== Exercise instructions ==
Without the pictures, output all of the data exactly.

== Material to process ==

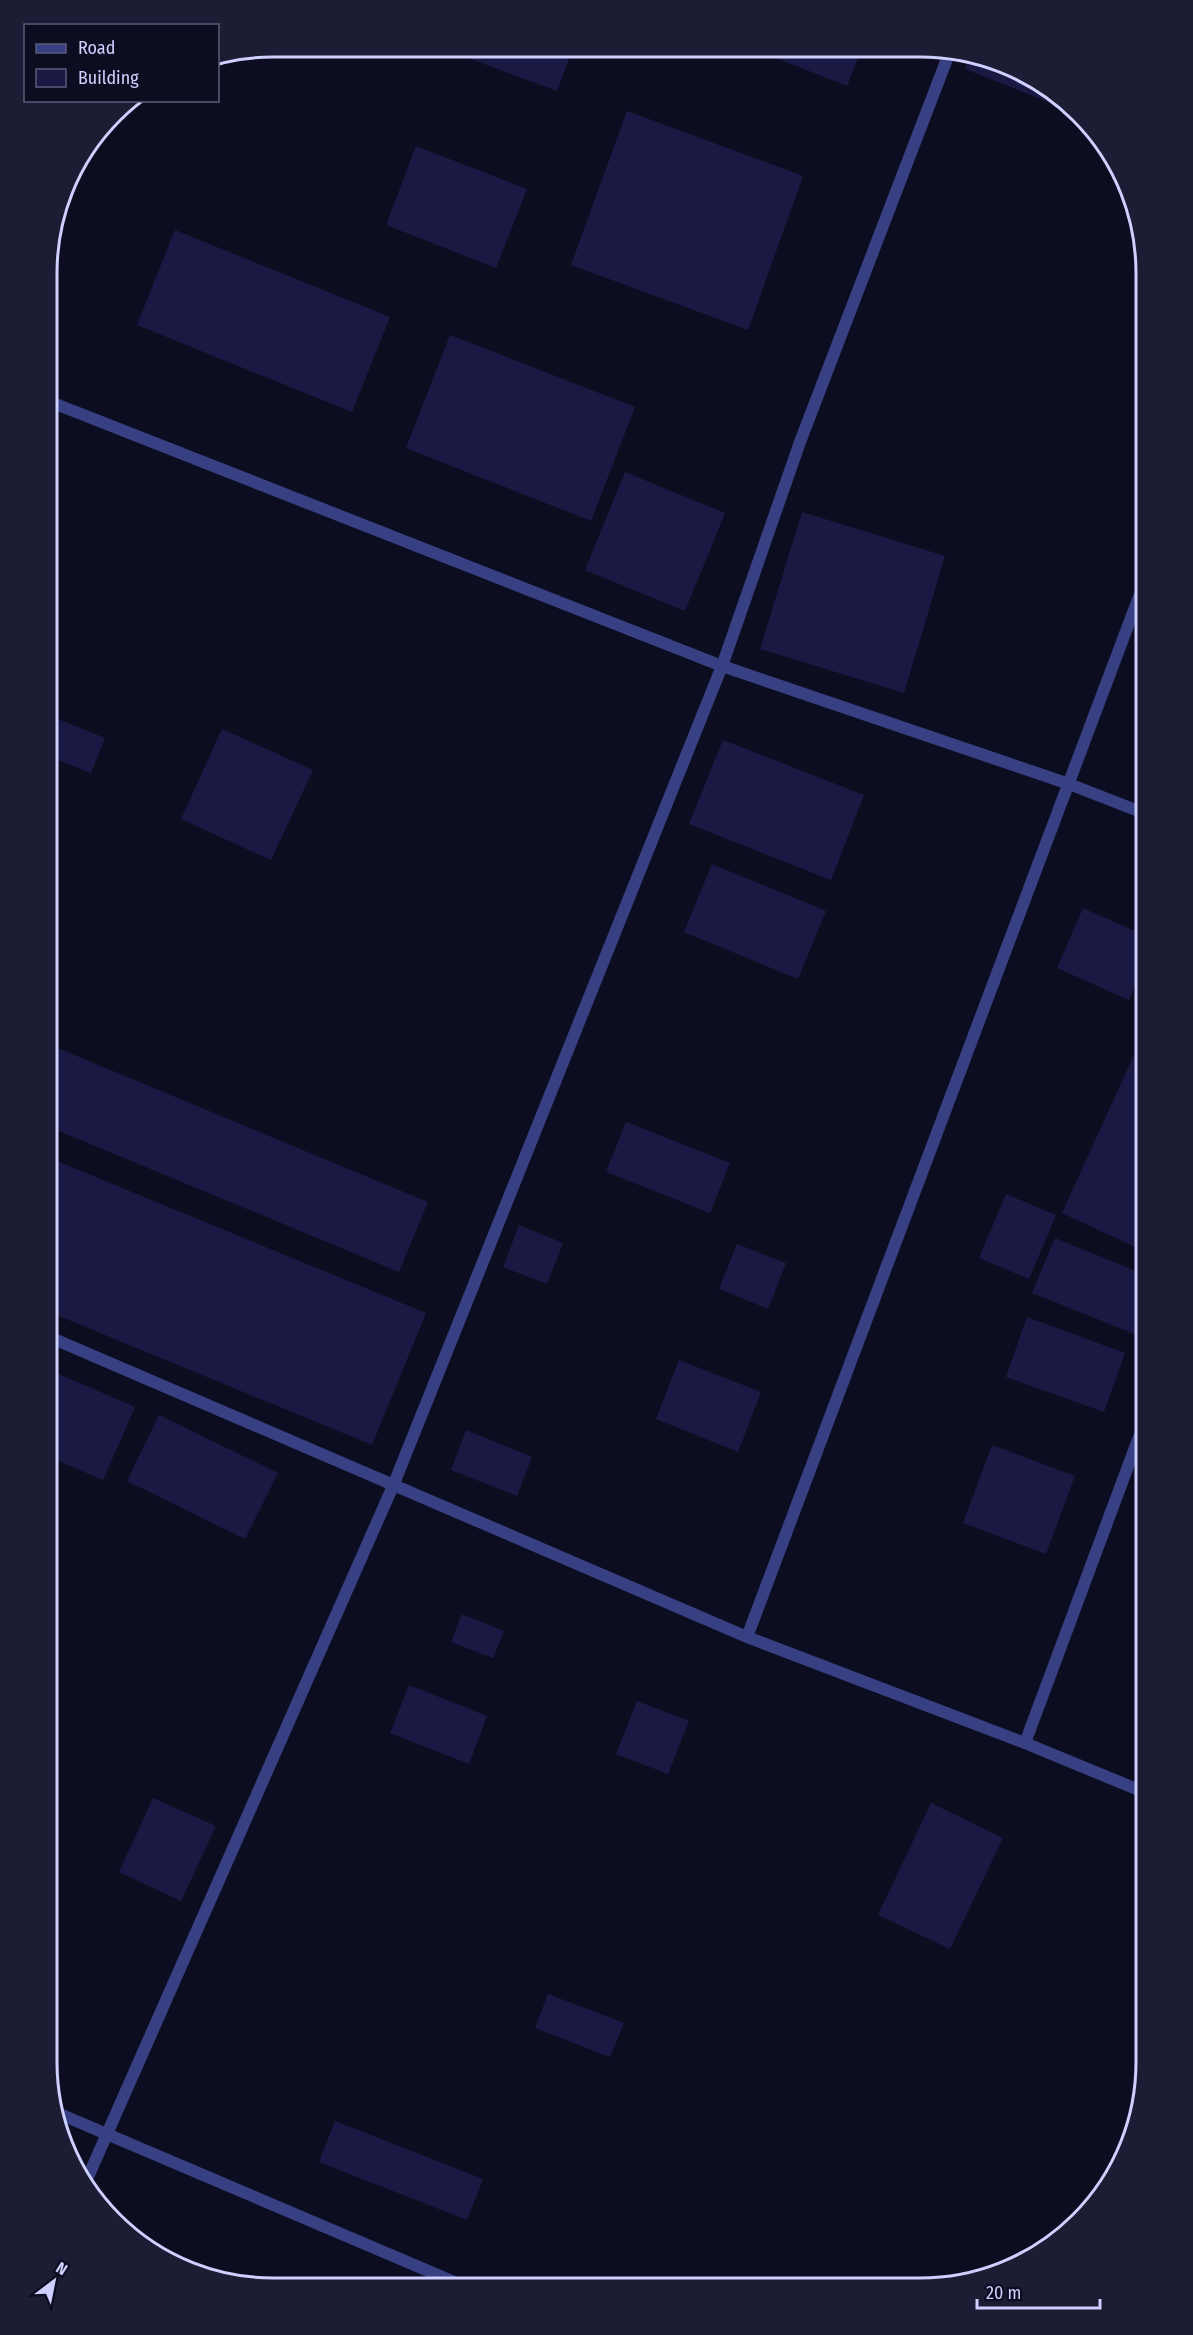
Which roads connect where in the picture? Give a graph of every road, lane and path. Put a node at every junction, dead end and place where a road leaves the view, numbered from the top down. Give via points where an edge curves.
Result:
1 (947, 59) edge
2 (57, 405) edge
3 (1136, 605) edge
4 (722, 666) junction
5 (1069, 784) junction
6 (1136, 810) edge
7 (57, 1339) edge
8 (1136, 1445) edge
9 (393, 1486) junction
10 (747, 1637) junction
11 (1024, 1743) junction
12 (1136, 1789) edge
13 (64, 2116) edge
14 (106, 2134) junction
15 (89, 2175) edge
16 (445, 2278) edge

1 - 4 street via 800,442
2 - 4 street
3 - 5 street
4 - 5 street
4 - 9 street
5 - 6 street
5 - 10 street
7 - 9 street
8 - 11 street
9 - 10 street
9 - 14 street
10 - 11 street
11 - 12 street
13 - 14 street
14 - 15 street
14 - 16 street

== Written solution ==
Which roads connect where in the picture? Give a graph of every road, lane and path. Put a node at every junction, dead end and place where a road leaves the view, numbered from the top down. Give via points where an edge curves.
Result:
1 (947, 59) edge
2 (57, 405) edge
3 (1136, 605) edge
4 (722, 666) junction
5 (1069, 784) junction
6 (1136, 810) edge
7 (57, 1339) edge
8 (1136, 1445) edge
9 (393, 1486) junction
10 (747, 1637) junction
11 (1024, 1743) junction
12 (1136, 1789) edge
13 (64, 2116) edge
14 (106, 2134) junction
15 (89, 2175) edge
16 (445, 2278) edge

1 - 4 street via 800,442
2 - 4 street
3 - 5 street
4 - 5 street
4 - 9 street
5 - 6 street
5 - 10 street
7 - 9 street
8 - 11 street
9 - 10 street
9 - 14 street
10 - 11 street
11 - 12 street
13 - 14 street
14 - 15 street
14 - 16 street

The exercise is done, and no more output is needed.